Antonio Basco, whose wife, Margie Reckard, was one of 22 killed by a gunman at a local Walmart, lays flowers in her honor at a makeshift memorial near the scene on August 16, 2019, in El Paso, Texas.
Antonio Basco, whose wife, Margie Reckard, was one of 22 killed by a gunman at a local Walmart, lays flowers in her honor at a makeshift memorial near the scene on August 16, 2019, in El Paso, Texas.
Sandy Huffaker via Getty Images

The ADL’s report underscores growing concern over far-right violence in the U.S. In the month after the El Paso attack, HuffPost found that authorities had arrested about a dozen potential mass shooters with links to the far right. On Tuesday, federal authorities arrested five alleged members of the Atomwaffen Division, a neo-Nazi group connected to multiple murders across the country, for intimidating and threatening journalists.

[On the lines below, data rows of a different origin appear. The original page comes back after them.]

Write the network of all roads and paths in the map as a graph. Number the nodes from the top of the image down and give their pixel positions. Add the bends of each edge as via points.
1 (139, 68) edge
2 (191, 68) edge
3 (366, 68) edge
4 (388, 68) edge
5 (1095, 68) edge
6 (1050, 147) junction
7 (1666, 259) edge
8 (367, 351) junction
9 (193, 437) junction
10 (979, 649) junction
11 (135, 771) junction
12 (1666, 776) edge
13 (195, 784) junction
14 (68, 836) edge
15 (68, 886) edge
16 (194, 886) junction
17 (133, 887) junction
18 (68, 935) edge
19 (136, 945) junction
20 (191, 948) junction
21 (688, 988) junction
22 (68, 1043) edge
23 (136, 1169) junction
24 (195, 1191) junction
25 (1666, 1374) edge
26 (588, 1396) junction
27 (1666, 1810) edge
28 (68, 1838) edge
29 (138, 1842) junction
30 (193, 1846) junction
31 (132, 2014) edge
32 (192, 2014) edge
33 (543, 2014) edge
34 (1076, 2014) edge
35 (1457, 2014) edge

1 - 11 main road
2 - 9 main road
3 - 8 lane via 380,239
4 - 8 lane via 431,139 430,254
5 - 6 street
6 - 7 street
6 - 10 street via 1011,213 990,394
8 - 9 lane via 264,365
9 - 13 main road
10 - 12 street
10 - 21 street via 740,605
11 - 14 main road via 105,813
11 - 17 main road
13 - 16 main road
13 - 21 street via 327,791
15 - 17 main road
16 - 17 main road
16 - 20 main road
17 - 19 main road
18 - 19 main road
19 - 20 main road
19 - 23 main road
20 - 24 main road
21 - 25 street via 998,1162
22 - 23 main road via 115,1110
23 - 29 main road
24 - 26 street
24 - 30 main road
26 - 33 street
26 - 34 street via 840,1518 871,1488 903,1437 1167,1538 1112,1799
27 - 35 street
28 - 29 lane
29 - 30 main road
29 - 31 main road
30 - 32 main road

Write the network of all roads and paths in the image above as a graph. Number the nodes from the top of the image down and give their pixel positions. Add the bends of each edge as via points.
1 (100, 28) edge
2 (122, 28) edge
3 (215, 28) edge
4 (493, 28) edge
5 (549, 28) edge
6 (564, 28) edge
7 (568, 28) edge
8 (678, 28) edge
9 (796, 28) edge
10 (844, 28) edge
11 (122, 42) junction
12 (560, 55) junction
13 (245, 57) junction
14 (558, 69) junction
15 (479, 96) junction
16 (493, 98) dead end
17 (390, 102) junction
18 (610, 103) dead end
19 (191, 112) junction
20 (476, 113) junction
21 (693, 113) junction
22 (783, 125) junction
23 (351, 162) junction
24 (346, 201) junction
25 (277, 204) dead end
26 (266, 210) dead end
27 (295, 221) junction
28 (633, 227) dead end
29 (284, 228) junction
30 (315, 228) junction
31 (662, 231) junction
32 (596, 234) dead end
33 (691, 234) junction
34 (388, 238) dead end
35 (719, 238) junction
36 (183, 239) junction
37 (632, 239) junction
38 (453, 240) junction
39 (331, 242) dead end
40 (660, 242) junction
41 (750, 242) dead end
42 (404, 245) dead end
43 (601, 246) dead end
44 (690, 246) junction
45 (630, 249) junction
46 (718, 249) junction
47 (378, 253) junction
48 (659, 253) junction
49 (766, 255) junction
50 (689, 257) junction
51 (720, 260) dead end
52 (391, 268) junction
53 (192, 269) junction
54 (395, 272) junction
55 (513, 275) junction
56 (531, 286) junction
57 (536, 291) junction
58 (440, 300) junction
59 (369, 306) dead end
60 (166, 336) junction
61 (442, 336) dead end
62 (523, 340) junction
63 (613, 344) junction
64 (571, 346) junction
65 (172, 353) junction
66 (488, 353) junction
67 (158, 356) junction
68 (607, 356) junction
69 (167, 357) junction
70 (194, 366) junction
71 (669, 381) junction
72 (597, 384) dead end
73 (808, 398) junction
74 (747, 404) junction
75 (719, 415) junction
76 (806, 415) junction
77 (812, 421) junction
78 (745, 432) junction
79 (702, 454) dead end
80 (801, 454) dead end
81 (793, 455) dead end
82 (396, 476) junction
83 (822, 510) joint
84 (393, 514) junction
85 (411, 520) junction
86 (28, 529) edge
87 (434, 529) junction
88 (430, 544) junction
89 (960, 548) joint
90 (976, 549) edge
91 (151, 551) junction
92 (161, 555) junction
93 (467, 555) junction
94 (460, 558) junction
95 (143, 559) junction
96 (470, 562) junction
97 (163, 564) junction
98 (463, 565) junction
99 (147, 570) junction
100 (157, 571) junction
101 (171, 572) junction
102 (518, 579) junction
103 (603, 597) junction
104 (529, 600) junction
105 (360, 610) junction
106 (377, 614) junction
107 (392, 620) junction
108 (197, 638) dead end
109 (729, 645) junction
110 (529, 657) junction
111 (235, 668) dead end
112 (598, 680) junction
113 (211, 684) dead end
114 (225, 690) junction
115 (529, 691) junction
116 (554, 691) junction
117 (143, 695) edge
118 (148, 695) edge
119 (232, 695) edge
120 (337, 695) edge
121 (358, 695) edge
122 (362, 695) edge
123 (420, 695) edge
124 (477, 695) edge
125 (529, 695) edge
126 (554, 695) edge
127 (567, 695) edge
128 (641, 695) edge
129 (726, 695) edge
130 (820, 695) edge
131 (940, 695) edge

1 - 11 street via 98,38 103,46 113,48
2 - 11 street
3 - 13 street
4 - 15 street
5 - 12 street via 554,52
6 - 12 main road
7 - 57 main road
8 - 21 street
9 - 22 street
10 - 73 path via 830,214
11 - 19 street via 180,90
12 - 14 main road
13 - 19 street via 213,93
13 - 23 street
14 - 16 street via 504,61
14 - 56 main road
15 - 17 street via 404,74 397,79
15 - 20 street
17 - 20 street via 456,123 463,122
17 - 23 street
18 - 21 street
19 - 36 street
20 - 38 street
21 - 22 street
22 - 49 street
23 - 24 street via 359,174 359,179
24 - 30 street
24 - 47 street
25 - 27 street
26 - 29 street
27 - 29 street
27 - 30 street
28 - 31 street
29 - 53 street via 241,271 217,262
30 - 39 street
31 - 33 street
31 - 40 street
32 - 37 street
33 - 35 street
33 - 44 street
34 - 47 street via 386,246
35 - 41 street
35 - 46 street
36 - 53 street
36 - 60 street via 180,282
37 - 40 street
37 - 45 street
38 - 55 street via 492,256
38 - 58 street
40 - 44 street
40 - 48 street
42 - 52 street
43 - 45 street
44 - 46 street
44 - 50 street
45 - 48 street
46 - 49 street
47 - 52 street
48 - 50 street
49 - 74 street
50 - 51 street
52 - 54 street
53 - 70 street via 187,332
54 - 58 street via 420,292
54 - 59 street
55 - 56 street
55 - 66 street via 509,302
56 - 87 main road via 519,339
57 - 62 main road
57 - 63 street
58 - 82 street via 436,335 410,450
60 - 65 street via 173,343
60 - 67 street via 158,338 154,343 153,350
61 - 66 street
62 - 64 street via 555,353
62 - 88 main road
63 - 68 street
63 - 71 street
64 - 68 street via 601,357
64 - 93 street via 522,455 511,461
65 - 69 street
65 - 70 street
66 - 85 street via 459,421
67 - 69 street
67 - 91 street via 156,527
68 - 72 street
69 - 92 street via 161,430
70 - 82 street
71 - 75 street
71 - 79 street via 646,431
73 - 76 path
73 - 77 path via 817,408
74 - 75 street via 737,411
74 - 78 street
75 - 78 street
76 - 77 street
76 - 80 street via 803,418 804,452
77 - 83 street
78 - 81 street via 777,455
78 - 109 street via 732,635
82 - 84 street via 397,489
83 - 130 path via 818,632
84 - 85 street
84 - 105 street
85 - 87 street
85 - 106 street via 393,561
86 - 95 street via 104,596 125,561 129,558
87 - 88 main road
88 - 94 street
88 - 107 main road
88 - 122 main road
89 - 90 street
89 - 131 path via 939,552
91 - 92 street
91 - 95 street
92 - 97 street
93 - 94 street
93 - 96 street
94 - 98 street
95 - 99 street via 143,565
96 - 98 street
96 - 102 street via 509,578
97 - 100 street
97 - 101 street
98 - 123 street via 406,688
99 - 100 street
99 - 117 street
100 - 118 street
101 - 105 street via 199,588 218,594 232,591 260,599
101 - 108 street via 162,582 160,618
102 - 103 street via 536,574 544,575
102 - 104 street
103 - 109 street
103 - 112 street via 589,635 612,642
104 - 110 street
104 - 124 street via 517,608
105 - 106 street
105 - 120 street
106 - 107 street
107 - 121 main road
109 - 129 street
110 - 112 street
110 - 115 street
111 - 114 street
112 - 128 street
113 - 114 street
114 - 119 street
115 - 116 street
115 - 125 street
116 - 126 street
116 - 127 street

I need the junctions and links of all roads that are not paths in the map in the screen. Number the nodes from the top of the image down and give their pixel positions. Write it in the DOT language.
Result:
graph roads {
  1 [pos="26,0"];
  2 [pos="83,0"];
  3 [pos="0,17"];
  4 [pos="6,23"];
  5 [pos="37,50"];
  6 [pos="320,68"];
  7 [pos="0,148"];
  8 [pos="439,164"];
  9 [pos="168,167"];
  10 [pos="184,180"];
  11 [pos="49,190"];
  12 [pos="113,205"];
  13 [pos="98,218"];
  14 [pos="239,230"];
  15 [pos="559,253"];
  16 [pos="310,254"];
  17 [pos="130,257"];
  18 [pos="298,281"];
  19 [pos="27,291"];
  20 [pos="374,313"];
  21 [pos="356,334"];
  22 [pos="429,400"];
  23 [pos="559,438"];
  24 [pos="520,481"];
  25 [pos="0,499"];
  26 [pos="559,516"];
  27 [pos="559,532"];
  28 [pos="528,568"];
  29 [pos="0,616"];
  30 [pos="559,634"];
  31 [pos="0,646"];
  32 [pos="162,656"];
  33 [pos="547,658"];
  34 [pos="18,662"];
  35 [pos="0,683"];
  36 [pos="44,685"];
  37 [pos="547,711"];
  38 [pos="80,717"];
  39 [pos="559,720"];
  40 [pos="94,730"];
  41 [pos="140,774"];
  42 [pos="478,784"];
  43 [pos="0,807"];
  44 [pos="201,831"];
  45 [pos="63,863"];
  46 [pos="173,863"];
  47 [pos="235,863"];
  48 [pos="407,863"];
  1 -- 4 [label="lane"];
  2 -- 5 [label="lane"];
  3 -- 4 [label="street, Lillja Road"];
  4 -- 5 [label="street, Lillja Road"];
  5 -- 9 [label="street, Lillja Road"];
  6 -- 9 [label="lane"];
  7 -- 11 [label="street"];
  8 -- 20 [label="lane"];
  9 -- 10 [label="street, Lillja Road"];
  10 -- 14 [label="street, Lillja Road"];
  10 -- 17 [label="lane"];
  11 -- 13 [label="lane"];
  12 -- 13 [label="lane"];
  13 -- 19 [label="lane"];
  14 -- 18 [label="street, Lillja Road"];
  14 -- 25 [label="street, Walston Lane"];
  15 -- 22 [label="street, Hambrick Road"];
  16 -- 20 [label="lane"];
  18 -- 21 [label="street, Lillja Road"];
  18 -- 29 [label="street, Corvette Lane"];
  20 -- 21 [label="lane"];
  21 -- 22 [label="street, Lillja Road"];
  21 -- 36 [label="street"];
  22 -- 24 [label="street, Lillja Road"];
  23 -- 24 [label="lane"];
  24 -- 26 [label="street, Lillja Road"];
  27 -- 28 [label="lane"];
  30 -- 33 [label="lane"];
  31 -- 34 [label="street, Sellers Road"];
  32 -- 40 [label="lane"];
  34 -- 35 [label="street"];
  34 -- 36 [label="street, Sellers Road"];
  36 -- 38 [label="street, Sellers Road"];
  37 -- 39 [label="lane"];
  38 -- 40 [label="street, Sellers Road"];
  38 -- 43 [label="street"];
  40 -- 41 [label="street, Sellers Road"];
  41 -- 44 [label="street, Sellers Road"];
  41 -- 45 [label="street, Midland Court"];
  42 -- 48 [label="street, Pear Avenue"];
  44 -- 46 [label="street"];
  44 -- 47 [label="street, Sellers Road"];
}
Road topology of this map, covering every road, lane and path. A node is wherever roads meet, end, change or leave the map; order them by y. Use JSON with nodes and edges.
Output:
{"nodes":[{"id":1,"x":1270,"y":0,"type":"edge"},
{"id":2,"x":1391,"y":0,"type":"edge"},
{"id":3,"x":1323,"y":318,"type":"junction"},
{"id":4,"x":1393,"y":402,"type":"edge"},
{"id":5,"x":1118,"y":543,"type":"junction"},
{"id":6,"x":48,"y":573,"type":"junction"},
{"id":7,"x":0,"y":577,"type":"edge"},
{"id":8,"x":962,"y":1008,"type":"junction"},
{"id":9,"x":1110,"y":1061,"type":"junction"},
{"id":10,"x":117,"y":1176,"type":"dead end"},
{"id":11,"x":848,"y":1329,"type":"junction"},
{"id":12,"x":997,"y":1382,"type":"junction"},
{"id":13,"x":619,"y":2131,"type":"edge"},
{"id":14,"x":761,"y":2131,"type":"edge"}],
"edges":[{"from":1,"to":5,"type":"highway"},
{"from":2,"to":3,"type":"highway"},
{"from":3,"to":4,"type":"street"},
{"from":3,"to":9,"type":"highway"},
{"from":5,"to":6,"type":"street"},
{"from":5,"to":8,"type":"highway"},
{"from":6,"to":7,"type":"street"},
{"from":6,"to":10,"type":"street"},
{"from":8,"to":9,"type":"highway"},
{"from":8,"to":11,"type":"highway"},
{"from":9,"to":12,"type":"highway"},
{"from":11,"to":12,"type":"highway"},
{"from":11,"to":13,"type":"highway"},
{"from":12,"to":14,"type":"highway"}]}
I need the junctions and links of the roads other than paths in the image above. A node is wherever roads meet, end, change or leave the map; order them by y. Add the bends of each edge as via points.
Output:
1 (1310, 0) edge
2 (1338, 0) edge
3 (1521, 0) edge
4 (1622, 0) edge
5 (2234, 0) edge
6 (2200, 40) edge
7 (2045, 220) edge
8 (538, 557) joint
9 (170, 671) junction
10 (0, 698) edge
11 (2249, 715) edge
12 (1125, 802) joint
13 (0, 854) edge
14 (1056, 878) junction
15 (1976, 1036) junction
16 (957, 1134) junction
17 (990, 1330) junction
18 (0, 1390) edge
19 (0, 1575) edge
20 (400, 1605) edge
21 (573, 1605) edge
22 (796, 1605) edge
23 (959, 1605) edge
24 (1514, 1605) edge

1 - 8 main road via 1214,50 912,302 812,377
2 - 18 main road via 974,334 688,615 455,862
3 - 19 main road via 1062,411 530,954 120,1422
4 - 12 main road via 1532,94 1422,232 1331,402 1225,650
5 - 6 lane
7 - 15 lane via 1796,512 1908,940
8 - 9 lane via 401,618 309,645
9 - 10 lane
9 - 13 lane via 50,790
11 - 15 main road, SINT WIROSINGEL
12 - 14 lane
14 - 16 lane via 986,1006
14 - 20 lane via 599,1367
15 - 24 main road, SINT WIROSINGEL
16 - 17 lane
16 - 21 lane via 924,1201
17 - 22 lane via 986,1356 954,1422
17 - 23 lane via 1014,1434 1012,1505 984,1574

“Over the last decade, right-wing extremists have been responsible for more than 75 percent of extremist-related murders in this country,” ADL CEO Jonathan A. Greenblatt said in a statement Wednesday. “This should no longer come as a shock to anyone. Lawmakers, law enforcement and the public need to recognize the grave and dangerous threat posed by violent white supremacy. We cannot begin to defeat this deadly form of hatred if we fail to even recognize it.”

The ADL report also includes the murders of a police officer and three people inside a Kosher supermarket in Jersey City, New Jersey. These murders are classified in the report as being committed by “other/miscellaneous” extremists. That’s because the two alleged shooters had ties to the Black Hebrew Israelite movement, which the ADL says “defies a simple ‘left-right’ classification scheme.”

Some murders in the report were also described as non-ideological, having stemmed from gang activity, domestic violence and robberies.

The ADL report notes that 2019 also marked the first year since 2012 that there were no murders linked to domestic Islamist extremism.